Wauden · 10/02/2018 17:23

I don't think you were rude.
Good for you.
People should never smoke around kids.

Sophisticatedsarcasm · 10/02/2018 17:25

@nanna50 I could have handled it better by maybe not saying anything at all let alone in front of others. The mutual agreement is she won’t complain about her money issues whilst in my company and I won’t speak out of line again. I’m not a bully. I just don’t see why I should sit thier and listen to her banging on about how her kids can’t have this and that yet she still drinks, smokes and uses weed. I totally apprechiate people fall on hard times....that is not hard times when you can do something to change. Then again you can’t help people you won’t help themselves. I think I may try to avoid her in future and I’ve told my other 2 friends so.

OP posts:
Ivymaud · 10/02/2018 17:36

This reply has been deleted

Message withdrawn at poster's request.

Aeroflotgirl · 10/02/2018 17:36

I would avoid her tbh as well.

Springiscoming123 · 10/02/2018 17:55

good for you op.pity more people dont pull others on it,im sick of people pleading poverty and the kids looking scruffy (school item avaliable from Asda so no special uniform) with grey/to small polo shirts etc

moaning that a trip to the national history museum £15 is to expensive and it should be free Shock 250 miles round trip,the mother had just had her eyebrows tattoo or bladed whatever its called and sure she paid £150+

funny how the manage the false eyelashes,nails etc

i keep my distance now as cant bare her moaning

Sophisticatedsarcasm · 10/02/2018 18:12

I’m not a perfect mum, and I don’t pretend to be but if the needs of my DC means I have to give up a few things then I will give them up in a heartbeat.
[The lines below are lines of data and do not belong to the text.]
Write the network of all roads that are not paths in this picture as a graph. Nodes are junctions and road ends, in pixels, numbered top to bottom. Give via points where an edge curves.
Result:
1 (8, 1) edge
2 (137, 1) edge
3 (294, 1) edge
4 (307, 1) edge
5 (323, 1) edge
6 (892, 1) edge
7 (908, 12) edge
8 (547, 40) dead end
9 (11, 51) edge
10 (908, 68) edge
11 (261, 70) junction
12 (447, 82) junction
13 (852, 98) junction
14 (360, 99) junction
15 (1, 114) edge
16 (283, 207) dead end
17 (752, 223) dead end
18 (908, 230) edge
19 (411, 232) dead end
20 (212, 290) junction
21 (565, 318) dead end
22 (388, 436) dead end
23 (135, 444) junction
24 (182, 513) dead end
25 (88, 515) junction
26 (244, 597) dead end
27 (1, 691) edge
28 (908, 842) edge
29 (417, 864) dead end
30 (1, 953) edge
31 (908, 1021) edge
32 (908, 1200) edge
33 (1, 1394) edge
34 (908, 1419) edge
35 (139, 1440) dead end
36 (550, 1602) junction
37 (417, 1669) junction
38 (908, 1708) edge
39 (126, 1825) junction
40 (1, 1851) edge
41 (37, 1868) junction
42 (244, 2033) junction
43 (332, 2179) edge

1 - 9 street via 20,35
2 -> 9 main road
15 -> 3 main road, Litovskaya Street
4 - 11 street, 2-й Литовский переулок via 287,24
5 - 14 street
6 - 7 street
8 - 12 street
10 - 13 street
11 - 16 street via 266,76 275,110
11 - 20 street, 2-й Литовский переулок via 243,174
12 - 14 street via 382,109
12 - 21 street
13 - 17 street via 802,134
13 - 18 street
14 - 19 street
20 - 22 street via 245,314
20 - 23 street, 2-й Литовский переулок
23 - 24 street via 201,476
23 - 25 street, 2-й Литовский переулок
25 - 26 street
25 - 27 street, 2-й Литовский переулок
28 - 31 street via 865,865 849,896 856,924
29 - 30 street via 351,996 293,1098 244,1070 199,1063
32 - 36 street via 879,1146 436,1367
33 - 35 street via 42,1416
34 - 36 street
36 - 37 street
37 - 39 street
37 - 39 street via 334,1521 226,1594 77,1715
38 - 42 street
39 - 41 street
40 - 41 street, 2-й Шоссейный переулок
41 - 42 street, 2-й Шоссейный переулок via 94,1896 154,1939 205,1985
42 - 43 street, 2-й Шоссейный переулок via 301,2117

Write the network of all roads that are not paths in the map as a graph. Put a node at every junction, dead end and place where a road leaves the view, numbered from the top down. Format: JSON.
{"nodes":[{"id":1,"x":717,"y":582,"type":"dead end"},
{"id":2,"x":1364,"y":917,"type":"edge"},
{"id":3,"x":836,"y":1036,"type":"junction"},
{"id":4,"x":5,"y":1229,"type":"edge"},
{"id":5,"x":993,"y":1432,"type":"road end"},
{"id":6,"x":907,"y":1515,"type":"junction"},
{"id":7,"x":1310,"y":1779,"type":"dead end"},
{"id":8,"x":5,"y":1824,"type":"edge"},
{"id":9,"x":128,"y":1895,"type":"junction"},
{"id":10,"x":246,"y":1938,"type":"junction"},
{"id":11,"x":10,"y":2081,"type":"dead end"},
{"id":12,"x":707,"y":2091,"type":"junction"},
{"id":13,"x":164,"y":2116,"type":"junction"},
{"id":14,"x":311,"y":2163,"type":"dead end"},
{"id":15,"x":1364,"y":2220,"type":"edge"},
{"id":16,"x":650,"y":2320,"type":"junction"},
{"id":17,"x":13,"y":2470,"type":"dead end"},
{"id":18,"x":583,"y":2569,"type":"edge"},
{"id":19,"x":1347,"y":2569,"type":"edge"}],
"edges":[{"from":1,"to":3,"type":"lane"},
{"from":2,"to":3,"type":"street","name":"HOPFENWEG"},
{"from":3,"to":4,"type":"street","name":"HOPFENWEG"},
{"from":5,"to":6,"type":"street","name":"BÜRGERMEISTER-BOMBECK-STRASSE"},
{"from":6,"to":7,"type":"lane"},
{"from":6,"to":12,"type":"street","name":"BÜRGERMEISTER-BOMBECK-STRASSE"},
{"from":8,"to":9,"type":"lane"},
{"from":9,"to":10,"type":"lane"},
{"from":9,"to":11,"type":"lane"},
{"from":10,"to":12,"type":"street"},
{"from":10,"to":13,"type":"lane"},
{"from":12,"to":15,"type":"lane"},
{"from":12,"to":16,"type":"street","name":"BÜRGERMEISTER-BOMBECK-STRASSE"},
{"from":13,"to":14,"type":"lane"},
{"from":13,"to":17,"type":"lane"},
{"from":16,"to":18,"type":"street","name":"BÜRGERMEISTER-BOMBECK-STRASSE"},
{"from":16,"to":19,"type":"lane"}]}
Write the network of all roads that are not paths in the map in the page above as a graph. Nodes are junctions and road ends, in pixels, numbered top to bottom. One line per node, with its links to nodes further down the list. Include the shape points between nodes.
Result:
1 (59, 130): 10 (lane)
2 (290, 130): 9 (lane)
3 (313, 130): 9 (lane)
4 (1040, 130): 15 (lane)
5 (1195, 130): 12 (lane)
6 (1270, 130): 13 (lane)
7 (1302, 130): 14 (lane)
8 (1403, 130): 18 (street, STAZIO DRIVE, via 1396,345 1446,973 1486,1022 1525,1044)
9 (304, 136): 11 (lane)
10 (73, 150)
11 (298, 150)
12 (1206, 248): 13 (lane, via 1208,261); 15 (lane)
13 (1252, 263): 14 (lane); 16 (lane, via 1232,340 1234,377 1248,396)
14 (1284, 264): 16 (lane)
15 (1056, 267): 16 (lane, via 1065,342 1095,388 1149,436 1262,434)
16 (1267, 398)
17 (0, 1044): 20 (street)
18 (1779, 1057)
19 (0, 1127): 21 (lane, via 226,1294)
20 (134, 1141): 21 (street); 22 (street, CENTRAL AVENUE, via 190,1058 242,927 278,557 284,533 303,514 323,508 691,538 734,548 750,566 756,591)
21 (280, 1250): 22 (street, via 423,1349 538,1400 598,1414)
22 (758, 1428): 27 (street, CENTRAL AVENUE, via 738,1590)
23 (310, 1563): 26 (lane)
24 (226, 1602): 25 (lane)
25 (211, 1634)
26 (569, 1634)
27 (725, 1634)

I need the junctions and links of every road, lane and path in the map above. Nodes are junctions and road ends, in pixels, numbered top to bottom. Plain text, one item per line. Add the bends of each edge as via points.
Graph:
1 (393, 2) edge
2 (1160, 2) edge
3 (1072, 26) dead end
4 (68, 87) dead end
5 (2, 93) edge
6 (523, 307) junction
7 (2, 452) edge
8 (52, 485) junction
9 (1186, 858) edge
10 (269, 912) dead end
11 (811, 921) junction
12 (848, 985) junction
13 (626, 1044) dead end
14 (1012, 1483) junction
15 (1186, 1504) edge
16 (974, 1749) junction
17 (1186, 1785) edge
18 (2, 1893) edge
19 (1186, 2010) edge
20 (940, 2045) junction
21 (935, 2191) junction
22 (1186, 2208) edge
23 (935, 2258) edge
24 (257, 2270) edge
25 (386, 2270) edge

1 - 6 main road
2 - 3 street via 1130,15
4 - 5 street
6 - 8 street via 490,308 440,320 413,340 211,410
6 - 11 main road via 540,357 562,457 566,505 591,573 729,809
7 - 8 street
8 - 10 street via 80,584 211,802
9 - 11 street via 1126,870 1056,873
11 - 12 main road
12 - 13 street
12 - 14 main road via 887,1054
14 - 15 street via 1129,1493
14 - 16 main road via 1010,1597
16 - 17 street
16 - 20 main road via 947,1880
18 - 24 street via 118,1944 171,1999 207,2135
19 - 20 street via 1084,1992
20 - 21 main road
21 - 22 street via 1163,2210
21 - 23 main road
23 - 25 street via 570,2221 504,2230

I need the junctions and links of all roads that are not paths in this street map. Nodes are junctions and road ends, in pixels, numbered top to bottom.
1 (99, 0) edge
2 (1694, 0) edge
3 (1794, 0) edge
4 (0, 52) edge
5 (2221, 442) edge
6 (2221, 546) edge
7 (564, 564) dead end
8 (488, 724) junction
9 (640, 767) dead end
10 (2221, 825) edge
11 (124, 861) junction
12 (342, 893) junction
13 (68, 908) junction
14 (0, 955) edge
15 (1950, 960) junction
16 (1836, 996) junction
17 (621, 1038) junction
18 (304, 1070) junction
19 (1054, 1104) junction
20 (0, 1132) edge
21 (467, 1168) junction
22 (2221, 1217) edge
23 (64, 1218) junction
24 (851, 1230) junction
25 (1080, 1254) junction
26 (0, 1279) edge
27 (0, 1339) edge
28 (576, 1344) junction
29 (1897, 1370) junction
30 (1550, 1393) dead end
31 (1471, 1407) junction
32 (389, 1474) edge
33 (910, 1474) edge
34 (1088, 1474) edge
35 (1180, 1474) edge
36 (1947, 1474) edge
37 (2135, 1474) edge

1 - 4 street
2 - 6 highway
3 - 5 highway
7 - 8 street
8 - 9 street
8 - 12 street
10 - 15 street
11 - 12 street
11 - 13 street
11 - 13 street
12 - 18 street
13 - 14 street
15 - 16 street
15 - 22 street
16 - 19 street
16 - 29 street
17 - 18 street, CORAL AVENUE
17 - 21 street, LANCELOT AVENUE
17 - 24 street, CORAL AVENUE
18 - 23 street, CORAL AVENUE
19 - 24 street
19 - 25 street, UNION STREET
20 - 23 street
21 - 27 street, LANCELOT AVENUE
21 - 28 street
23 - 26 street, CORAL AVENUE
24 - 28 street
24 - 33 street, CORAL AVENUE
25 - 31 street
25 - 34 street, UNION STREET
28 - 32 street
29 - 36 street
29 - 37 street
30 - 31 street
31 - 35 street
Kids do remember, as a few posters have mentioned. I had a pretty good childhood, had everything I needed, love, support. (Apart from my mums lack of fashion sense in the clothes she dressed me in) I remember everything. It makes me mad that some kids will remember that thier Mum was more interested in what club she was hitting at the weekend rather than buying them clothes that didn’t hang at thier ankles and have holes in.

OP posts:
Ivymaud · 10/02/2018 18:24

This reply has been deleted

Message withdrawn at poster's request.